• Data:
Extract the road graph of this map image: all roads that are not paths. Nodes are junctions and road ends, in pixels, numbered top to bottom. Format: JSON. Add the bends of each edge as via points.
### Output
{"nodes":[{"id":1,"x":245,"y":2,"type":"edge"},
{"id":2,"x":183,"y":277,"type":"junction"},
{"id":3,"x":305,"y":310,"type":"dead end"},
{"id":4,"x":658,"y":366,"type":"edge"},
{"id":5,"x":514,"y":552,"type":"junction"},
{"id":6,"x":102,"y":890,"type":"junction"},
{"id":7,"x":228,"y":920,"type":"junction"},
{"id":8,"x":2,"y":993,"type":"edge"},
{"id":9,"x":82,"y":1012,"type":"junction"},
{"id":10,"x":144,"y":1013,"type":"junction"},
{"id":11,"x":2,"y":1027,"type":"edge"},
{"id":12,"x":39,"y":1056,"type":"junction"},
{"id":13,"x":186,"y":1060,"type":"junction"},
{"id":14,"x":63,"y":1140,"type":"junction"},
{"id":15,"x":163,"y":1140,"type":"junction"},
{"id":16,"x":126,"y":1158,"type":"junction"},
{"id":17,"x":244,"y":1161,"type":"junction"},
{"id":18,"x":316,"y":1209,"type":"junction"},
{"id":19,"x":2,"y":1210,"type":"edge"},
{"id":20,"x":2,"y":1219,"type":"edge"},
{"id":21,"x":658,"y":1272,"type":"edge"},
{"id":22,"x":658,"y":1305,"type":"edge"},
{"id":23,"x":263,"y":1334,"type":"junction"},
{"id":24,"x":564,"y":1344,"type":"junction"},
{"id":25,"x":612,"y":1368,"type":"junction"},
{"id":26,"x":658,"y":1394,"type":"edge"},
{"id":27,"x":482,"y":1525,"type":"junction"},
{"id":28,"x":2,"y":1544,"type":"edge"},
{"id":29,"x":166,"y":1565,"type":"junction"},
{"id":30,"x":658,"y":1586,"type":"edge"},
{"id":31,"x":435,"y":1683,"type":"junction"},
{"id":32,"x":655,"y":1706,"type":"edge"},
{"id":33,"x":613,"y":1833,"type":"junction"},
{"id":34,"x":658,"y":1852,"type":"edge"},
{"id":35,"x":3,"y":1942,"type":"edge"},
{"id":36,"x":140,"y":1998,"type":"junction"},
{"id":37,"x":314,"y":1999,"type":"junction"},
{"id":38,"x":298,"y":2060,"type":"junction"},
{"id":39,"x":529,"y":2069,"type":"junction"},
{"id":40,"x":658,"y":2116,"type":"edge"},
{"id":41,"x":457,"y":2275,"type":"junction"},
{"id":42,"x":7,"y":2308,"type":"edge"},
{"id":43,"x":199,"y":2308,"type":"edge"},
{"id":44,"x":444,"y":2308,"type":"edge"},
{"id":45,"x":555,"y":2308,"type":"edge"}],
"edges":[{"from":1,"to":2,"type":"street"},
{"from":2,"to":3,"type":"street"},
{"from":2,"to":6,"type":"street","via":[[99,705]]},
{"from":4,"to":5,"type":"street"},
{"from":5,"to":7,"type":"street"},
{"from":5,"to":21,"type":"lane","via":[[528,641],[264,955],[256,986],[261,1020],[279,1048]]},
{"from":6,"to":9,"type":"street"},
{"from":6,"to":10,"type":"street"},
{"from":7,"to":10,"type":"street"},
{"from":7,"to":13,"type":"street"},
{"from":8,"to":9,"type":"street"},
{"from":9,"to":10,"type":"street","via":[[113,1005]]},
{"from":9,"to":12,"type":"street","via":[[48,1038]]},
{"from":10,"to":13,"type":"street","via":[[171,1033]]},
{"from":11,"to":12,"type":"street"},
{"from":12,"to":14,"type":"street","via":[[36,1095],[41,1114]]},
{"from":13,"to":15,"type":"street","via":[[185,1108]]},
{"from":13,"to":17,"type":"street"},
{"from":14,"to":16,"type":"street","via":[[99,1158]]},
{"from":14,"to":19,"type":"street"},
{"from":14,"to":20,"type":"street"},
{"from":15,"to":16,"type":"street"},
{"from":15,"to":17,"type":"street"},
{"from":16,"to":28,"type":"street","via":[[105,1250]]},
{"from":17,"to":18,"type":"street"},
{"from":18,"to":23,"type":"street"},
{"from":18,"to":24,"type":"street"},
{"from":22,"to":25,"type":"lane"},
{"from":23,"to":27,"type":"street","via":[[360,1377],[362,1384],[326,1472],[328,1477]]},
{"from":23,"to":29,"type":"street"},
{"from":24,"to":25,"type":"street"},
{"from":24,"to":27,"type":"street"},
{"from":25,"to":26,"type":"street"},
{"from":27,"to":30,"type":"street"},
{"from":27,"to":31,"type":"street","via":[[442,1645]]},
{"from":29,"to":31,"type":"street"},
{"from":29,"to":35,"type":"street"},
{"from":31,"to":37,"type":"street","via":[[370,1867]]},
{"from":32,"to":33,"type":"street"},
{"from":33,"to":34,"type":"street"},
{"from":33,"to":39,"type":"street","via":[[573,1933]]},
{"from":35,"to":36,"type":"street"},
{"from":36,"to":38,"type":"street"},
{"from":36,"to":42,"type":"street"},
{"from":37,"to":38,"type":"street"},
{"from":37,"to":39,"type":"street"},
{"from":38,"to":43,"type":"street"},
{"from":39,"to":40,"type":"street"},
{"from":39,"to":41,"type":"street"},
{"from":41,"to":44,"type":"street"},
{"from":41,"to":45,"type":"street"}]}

• How to complete this task:
Would you please write out the entire listing exactly?

• Written answer:
Extract the road graph of this map image: all roads that are not paths. Nodes are junctions and road ends, in pixels, numbered top to bottom. Format: JSON. Add the bends of each edge as via points.
### Output
{"nodes":[{"id":1,"x":245,"y":2,"type":"edge"},
{"id":2,"x":183,"y":277,"type":"junction"},
{"id":3,"x":305,"y":310,"type":"dead end"},
{"id":4,"x":658,"y":366,"type":"edge"},
{"id":5,"x":514,"y":552,"type":"junction"},
{"id":6,"x":102,"y":890,"type":"junction"},
{"id":7,"x":228,"y":920,"type":"junction"},
{"id":8,"x":2,"y":993,"type":"edge"},
{"id":9,"x":82,"y":1012,"type":"junction"},
{"id":10,"x":144,"y":1013,"type":"junction"},
{"id":11,"x":2,"y":1027,"type":"edge"},
{"id":12,"x":39,"y":1056,"type":"junction"},
{"id":13,"x":186,"y":1060,"type":"junction"},
{"id":14,"x":63,"y":1140,"type":"junction"},
{"id":15,"x":163,"y":1140,"type":"junction"},
{"id":16,"x":126,"y":1158,"type":"junction"},
{"id":17,"x":244,"y":1161,"type":"junction"},
{"id":18,"x":316,"y":1209,"type":"junction"},
{"id":19,"x":2,"y":1210,"type":"edge"},
{"id":20,"x":2,"y":1219,"type":"edge"},
{"id":21,"x":658,"y":1272,"type":"edge"},
{"id":22,"x":658,"y":1305,"type":"edge"},
{"id":23,"x":263,"y":1334,"type":"junction"},
{"id":24,"x":564,"y":1344,"type":"junction"},
{"id":25,"x":612,"y":1368,"type":"junction"},
{"id":26,"x":658,"y":1394,"type":"edge"},
{"id":27,"x":482,"y":1525,"type":"junction"},
{"id":28,"x":2,"y":1544,"type":"edge"},
{"id":29,"x":166,"y":1565,"type":"junction"},
{"id":30,"x":658,"y":1586,"type":"edge"},
{"id":31,"x":435,"y":1683,"type":"junction"},
{"id":32,"x":655,"y":1706,"type":"edge"},
{"id":33,"x":613,"y":1833,"type":"junction"},
{"id":34,"x":658,"y":1852,"type":"edge"},
{"id":35,"x":3,"y":1942,"type":"edge"},
{"id":36,"x":140,"y":1998,"type":"junction"},
{"id":37,"x":314,"y":1999,"type":"junction"},
{"id":38,"x":298,"y":2060,"type":"junction"},
{"id":39,"x":529,"y":2069,"type":"junction"},
{"id":40,"x":658,"y":2116,"type":"edge"},
{"id":41,"x":457,"y":2275,"type":"junction"},
{"id":42,"x":7,"y":2308,"type":"edge"},
{"id":43,"x":199,"y":2308,"type":"edge"},
{"id":44,"x":444,"y":2308,"type":"edge"},
{"id":45,"x":555,"y":2308,"type":"edge"}],
"edges":[{"from":1,"to":2,"type":"street"},
{"from":2,"to":3,"type":"street"},
{"from":2,"to":6,"type":"street","via":[[99,705]]},
{"from":4,"to":5,"type":"street"},
{"from":5,"to":7,"type":"street"},
{"from":5,"to":21,"type":"lane","via":[[528,641],[264,955],[256,986],[261,1020],[279,1048]]},
{"from":6,"to":9,"type":"street"},
{"from":6,"to":10,"type":"street"},
{"from":7,"to":10,"type":"street"},
{"from":7,"to":13,"type":"street"},
{"from":8,"to":9,"type":"street"},
{"from":9,"to":10,"type":"street","via":[[113,1005]]},
{"from":9,"to":12,"type":"street","via":[[48,1038]]},
{"from":10,"to":13,"type":"street","via":[[171,1033]]},
{"from":11,"to":12,"type":"street"},
{"from":12,"to":14,"type":"street","via":[[36,1095],[41,1114]]},
{"from":13,"to":15,"type":"street","via":[[185,1108]]},
{"from":13,"to":17,"type":"street"},
{"from":14,"to":16,"type":"street","via":[[99,1158]]},
{"from":14,"to":19,"type":"street"},
{"from":14,"to":20,"type":"street"},
{"from":15,"to":16,"type":"street"},
{"from":15,"to":17,"type":"street"},
{"from":16,"to":28,"type":"street","via":[[105,1250]]},
{"from":17,"to":18,"type":"street"},
{"from":18,"to":23,"type":"street"},
{"from":18,"to":24,"type":"street"},
{"from":22,"to":25,"type":"lane"},
{"from":23,"to":27,"type":"street","via":[[360,1377],[362,1384],[326,1472],[328,1477]]},
{"from":23,"to":29,"type":"street"},
{"from":24,"to":25,"type":"street"},
{"from":24,"to":27,"type":"street"},
{"from":25,"to":26,"type":"street"},
{"from":27,"to":30,"type":"street"},
{"from":27,"to":31,"type":"street","via":[[442,1645]]},
{"from":29,"to":31,"type":"street"},
{"from":29,"to":35,"type":"street"},
{"from":31,"to":37,"type":"street","via":[[370,1867]]},
{"from":32,"to":33,"type":"street"},
{"from":33,"to":34,"type":"street"},
{"from":33,"to":39,"type":"street","via":[[573,1933]]},
{"from":35,"to":36,"type":"street"},
{"from":36,"to":38,"type":"street"},
{"from":36,"to":42,"type":"street"},
{"from":37,"to":38,"type":"street"},
{"from":37,"to":39,"type":"street"},
{"from":38,"to":43,"type":"street"},
{"from":39,"to":40,"type":"street"},
{"from":39,"to":41,"type":"street"},
{"from":41,"to":44,"type":"street"},
{"from":41,"to":45,"type":"street"}]}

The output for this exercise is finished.